» What you should do:
Would you please restate all of the entries exactly, apart from the pictures?

** Dataset entries follows **

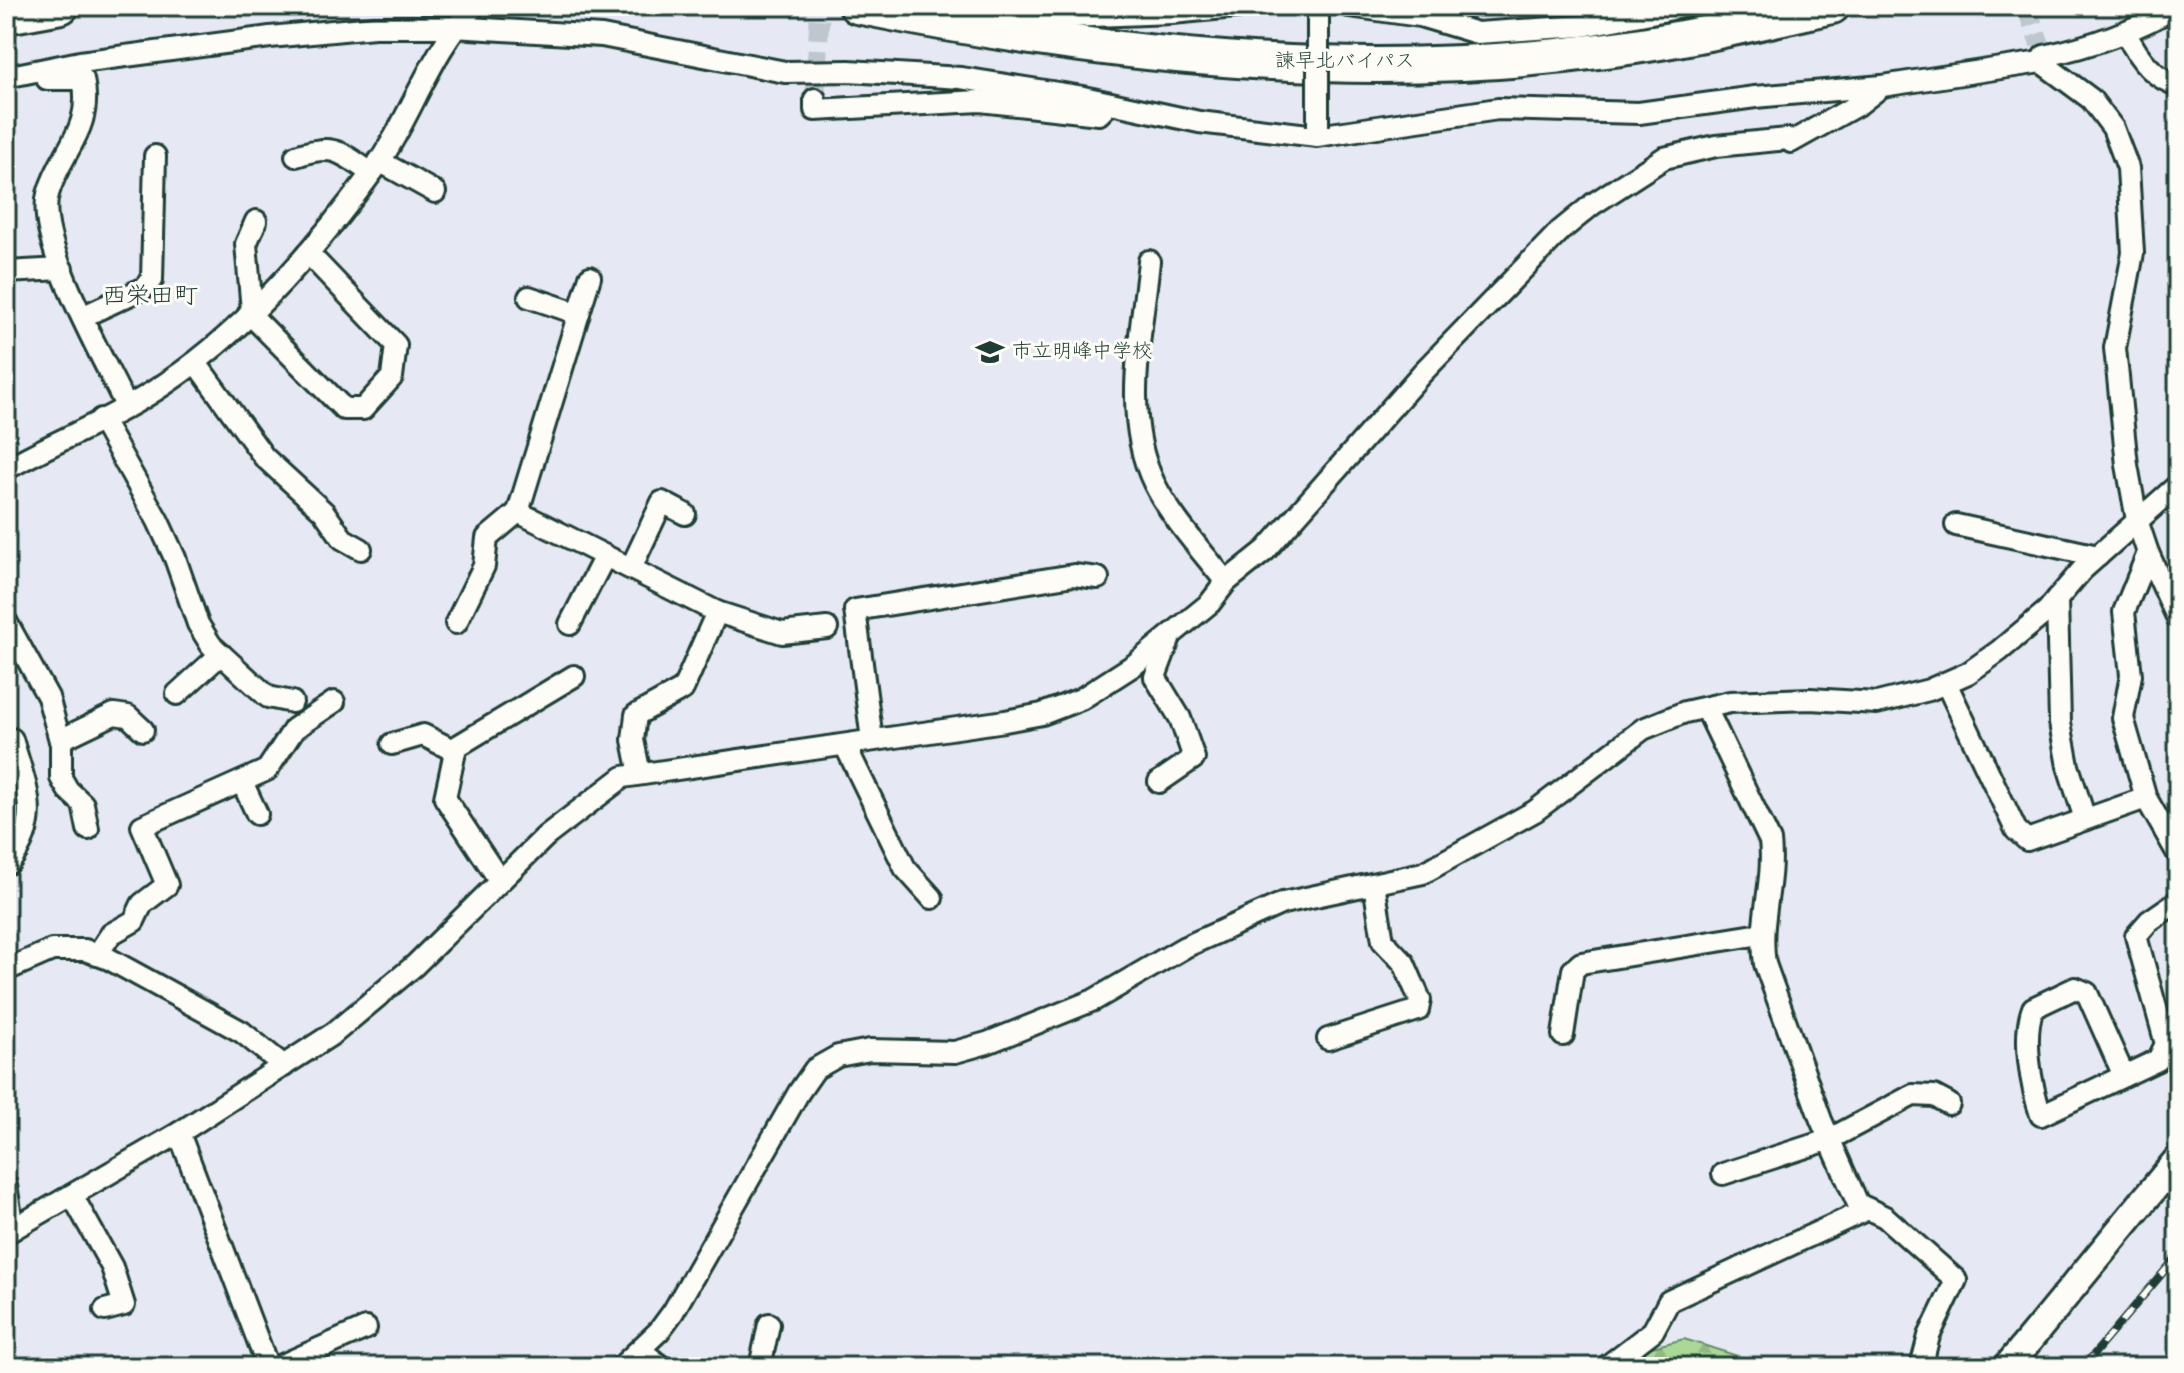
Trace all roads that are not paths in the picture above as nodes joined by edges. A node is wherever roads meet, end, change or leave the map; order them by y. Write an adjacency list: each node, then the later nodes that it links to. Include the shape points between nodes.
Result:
1 (61, 6): 12 (highway)
2 (474, 6): 13 (street)
3 (857, 6): 9 (highway, 諫早北バイパス, via 994,34 1198,58 1336,65 1473,62 1605,51)
4 (984, 6): 5 (street, via 1041,18)
5 (1246, 6)
6 (1318, 6): 21 (street, bridge)
7 (1349, 6): 11 (street)
8 (1688, 6): 11 (street, via 1582,26 1477,33)
9 (1832, 6)
10 (2178, 6): 14 (street)
11 (1420, 11)
12 (6, 16)
13 (453, 27): 16 (street, via 374,27 270,37); 20 (street, via 602,36 785,72 961,78); 24 (street)
14 (2126, 33): 15 (street, via 2087,47); 17 (street, via 2138,57)
15 (2042, 54): 18 (street); 43 (street, via 2091,99 2113,128 2128,168 2133,253 2115,348)
16 (13, 76): 29 (street, via 83,79 87,99 77,139 48,194 49,238)
17 (2178, 85)
18 (1882, 86): 21 (street, via 1639,113 1498,109); 51 (street, via 1791,142 1716,146 1664,158 1593,204 1422,373 1266,550)
19 (815, 99): 20 (street, via 815,110 980,101 1099,114)
20 (1110, 103): 21 (street, via 1199,122)
21 (1317, 131)
22 (155, 156): 35 (street, via 152,280)
23 (296, 156): 24 (street, via 321,148 338,150)
24 (375, 167): 25 (street); 27 (street)
25 (435, 192)
26 (256, 221): 33 (street, via 246,244)
27 (308, 253): 33 (street); 33 (street, via 396,345 392,377 363,409 344,409)
28 (1149, 261): 51 (street, via 1136,406 1140,439 1154,482)
29 (62, 269): 30 (street); 35 (street)
30 (6, 272)
31 (590, 277): 34 (street)
32 (529, 297): 34 (street)
33 (250, 312): 36 (street)
34 (579, 314): 41 (street)
35 (84, 316): 37 (street)
36 (196, 363): 37 (street); 45 (street, via 264,457 324,512 343,539)
37 (126, 406): 38 (street)
38 (101, 419): 39 (street); 61 (street, via 175,558 198,624)
39 (6, 469)
40 (2178, 485): 43 (street)
41 (518, 512): 47 (street); 57 (street, via 487,538 484,566)
42 (685, 514): 49 (street, via 662,502)
43 (2137, 520): 46 (street); 48 (street)
44 (1956, 525): 48 (street)
45 (361, 549)
46 (2148, 553): 52 (street); 78 (street, via 2124,612 2131,675 2123,718)
47 (605, 556): 49 (street); 58 (street)
48 (2098, 556): 53 (street)
49 (631, 568): 54 (street)
50 (1098, 578): 71 (street, via 1074,575 855,610)
51 (1226, 582): 60 (street)
52 (2173, 596): 55 (street)
53 (2057, 599): 63 (street, via 1999,651); 80 (street, via 2060,723)
54 (717, 612): 59 (street, via 782,633); 75 (street, via 683,689 636,715 633,740)
55 (2178, 619)
56 (6, 621): 70 (street, via 48,697)
57 (456, 623)
58 (570, 624)
59 (827, 628)
60 (1170, 637): 71 (street, via 1081,699 1042,714); 76 (street, via 1155,677 1180,718 1194,758)
61 (221, 654): 64 (street); 65 (street, via 268,697)
62 (562, 677): 74 (street)
63 (1946, 683): 67 (street, via 1877,703 1810,699); 80 (street, via 2016,830 2027,840)
64 (177, 694)
65 (292, 702)
66 (334, 702): 77 (street, via 294,729 267,770)
67 (1706, 708): 85 (street, via 1643,729 1535,811 1456,858 1423,873); 88 (street, via 1770,841 1773,865)
68 (143, 730): 70 (street, via 128,716 114,714)
69 (6, 739): 83 (street, via 12,739 28,797 29,827)
70 (60, 740): 81 (street, via 61,778 83,804)
71 (872, 740): 73 (street)
72 (392, 744): 74 (street, via 423,735)
73 (845, 745): 75 (street); 86 (street, via 905,868)
74 (455, 751): 84 (street, via 445,798)
75 (640, 774): 84 (street, via 623,777 582,805)
76 (1159, 782)
77 (243, 784): 79 (street); 89 (street, via 142,826 167,885 142,904 134,921 111,934)
78 (2146, 798): 80 (street); 82 (street)
79 (257, 814)
80 (2085, 819)
81 (88, 829)
82 (2178, 854)
83 (9, 863)
84 (500, 881): 93 (street, via 414,966 334,1033)
85 (1374, 884): 92 (street, via 1383,941 1404,963 1420,1000 1418,1010); 107 (street, via 1283,903 1185,947 1094,1000 987,1043 931,1054 870,1050 838,1056 815,1069 673,1312)
86 (932, 898)
87 (2178, 901): 94 (street, via 2136,936 2166,1044 2158,1060)
88 (1761, 934): 91 (street, via 1581,963 1573,970); 97 (street, via 1765,964)
89 (97, 955): 90 (street, via 52,950); 93 (street, via 242,1032)
90 (6, 970)
91 (1563, 1035)
92 (1328, 1039)
93 (284, 1066): 96 (street)
94 (2124, 1076): 94 (street, via 2041,1115 2034,1095 2028,1020 2033,1008 2075,988 2087,993)
95 (1949, 1104): 97 (street, via 1934,1096 1913,1095)
96 (179, 1133): 101 (street); 108 (street)
97 (1828, 1140): 99 (street); 102 (street, via 1858,1204)
98 (2178, 1159): 115 (street)
99 (1723, 1174)
100 (6, 1185): 103 (street)
101 (72, 1195): 103 (street); 104 (street, via 112,1267 124,1305)
102 (1868, 1209): 113 (street, via 1669,1301 1653,1331); 114 (street, via 1885,1217 1956,1280 1929,1336)
103 (10, 1231)
104 (105, 1310)
105 (769, 1324): 112 (street)
106 (366, 1328): 109 (street)
107 (640, 1350): 110 (street); 111 (street)
108 (268, 1367)
109 (278, 1367)
110 (621, 1367)
111 (662, 1367)
112 (760, 1367)
113 (1606, 1367)
114 (1921, 1367)
115 (2007, 1367)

** End of Dataset entries **

» Reply to the exercise:
Trace all roads that are not paths in the picture above as nodes joined by edges. A node is wherever roads meet, end, change or leave the map; order them by y. Write an adjacency list: each node, then the later nodes that it links to. Include the shape points between nodes.
Result:
1 (61, 6): 12 (highway)
2 (474, 6): 13 (street)
3 (857, 6): 9 (highway, 諫早北バイパス, via 994,34 1198,58 1336,65 1473,62 1605,51)
4 (984, 6): 5 (street, via 1041,18)
5 (1246, 6)
6 (1318, 6): 21 (street, bridge)
7 (1349, 6): 11 (street)
8 (1688, 6): 11 (street, via 1582,26 1477,33)
9 (1832, 6)
10 (2178, 6): 14 (street)
11 (1420, 11)
12 (6, 16)
13 (453, 27): 16 (street, via 374,27 270,37); 20 (street, via 602,36 785,72 961,78); 24 (street)
14 (2126, 33): 15 (street, via 2087,47); 17 (street, via 2138,57)
15 (2042, 54): 18 (street); 43 (street, via 2091,99 2113,128 2128,168 2133,253 2115,348)
16 (13, 76): 29 (street, via 83,79 87,99 77,139 48,194 49,238)
17 (2178, 85)
18 (1882, 86): 21 (street, via 1639,113 1498,109); 51 (street, via 1791,142 1716,146 1664,158 1593,204 1422,373 1266,550)
19 (815, 99): 20 (street, via 815,110 980,101 1099,114)
20 (1110, 103): 21 (street, via 1199,122)
21 (1317, 131)
22 (155, 156): 35 (street, via 152,280)
23 (296, 156): 24 (street, via 321,148 338,150)
24 (375, 167): 25 (street); 27 (street)
25 (435, 192)
26 (256, 221): 33 (street, via 246,244)
27 (308, 253): 33 (street); 33 (street, via 396,345 392,377 363,409 344,409)
28 (1149, 261): 51 (street, via 1136,406 1140,439 1154,482)
29 (62, 269): 30 (street); 35 (street)
30 (6, 272)
31 (590, 277): 34 (street)
32 (529, 297): 34 (street)
33 (250, 312): 36 (street)
34 (579, 314): 41 (street)
35 (84, 316): 37 (street)
36 (196, 363): 37 (street); 45 (street, via 264,457 324,512 343,539)
37 (126, 406): 38 (street)
38 (101, 419): 39 (street); 61 (street, via 175,558 198,624)
39 (6, 469)
40 (2178, 485): 43 (street)
41 (518, 512): 47 (street); 57 (street, via 487,538 484,566)
42 (685, 514): 49 (street, via 662,502)
43 (2137, 520): 46 (street); 48 (street)
44 (1956, 525): 48 (street)
45 (361, 549)
46 (2148, 553): 52 (street); 78 (street, via 2124,612 2131,675 2123,718)
47 (605, 556): 49 (street); 58 (street)
48 (2098, 556): 53 (street)
49 (631, 568): 54 (street)
50 (1098, 578): 71 (street, via 1074,575 855,610)
51 (1226, 582): 60 (street)
52 (2173, 596): 55 (street)
53 (2057, 599): 63 (street, via 1999,651); 80 (street, via 2060,723)
54 (717, 612): 59 (street, via 782,633); 75 (street, via 683,689 636,715 633,740)
55 (2178, 619)
56 (6, 621): 70 (street, via 48,697)
57 (456, 623)
58 (570, 624)
59 (827, 628)
60 (1170, 637): 71 (street, via 1081,699 1042,714); 76 (street, via 1155,677 1180,718 1194,758)
61 (221, 654): 64 (street); 65 (street, via 268,697)
62 (562, 677): 74 (street)
63 (1946, 683): 67 (street, via 1877,703 1810,699); 80 (street, via 2016,830 2027,840)
64 (177, 694)
65 (292, 702)
66 (334, 702): 77 (street, via 294,729 267,770)
67 (1706, 708): 85 (street, via 1643,729 1535,811 1456,858 1423,873); 88 (street, via 1770,841 1773,865)
68 (143, 730): 70 (street, via 128,716 114,714)
69 (6, 739): 83 (street, via 12,739 28,797 29,827)
70 (60, 740): 81 (street, via 61,778 83,804)
71 (872, 740): 73 (street)
72 (392, 744): 74 (street, via 423,735)
73 (845, 745): 75 (street); 86 (street, via 905,868)
74 (455, 751): 84 (street, via 445,798)
75 (640, 774): 84 (street, via 623,777 582,805)
76 (1159, 782)
77 (243, 784): 79 (street); 89 (street, via 142,826 167,885 142,904 134,921 111,934)
78 (2146, 798): 80 (street); 82 (street)
79 (257, 814)
80 (2085, 819)
81 (88, 829)
82 (2178, 854)
83 (9, 863)
84 (500, 881): 93 (street, via 414,966 334,1033)
85 (1374, 884): 92 (street, via 1383,941 1404,963 1420,1000 1418,1010); 107 (street, via 1283,903 1185,947 1094,1000 987,1043 931,1054 870,1050 838,1056 815,1069 673,1312)
86 (932, 898)
87 (2178, 901): 94 (street, via 2136,936 2166,1044 2158,1060)
88 (1761, 934): 91 (street, via 1581,963 1573,970); 97 (street, via 1765,964)
89 (97, 955): 90 (street, via 52,950); 93 (street, via 242,1032)
90 (6, 970)
91 (1563, 1035)
92 (1328, 1039)
93 (284, 1066): 96 (street)
94 (2124, 1076): 94 (street, via 2041,1115 2034,1095 2028,1020 2033,1008 2075,988 2087,993)
95 (1949, 1104): 97 (street, via 1934,1096 1913,1095)
96 (179, 1133): 101 (street); 108 (street)
97 (1828, 1140): 99 (street); 102 (street, via 1858,1204)
98 (2178, 1159): 115 (street)
99 (1723, 1174)
100 (6, 1185): 103 (street)
101 (72, 1195): 103 (street); 104 (street, via 112,1267 124,1305)
102 (1868, 1209): 113 (street, via 1669,1301 1653,1331); 114 (street, via 1885,1217 1956,1280 1929,1336)
103 (10, 1231)
104 (105, 1310)
105 (769, 1324): 112 (street)
106 (366, 1328): 109 (street)
107 (640, 1350): 110 (street); 111 (street)
108 (268, 1367)
109 (278, 1367)
110 (621, 1367)
111 (662, 1367)
112 (760, 1367)
113 (1606, 1367)
114 (1921, 1367)
115 (2007, 1367)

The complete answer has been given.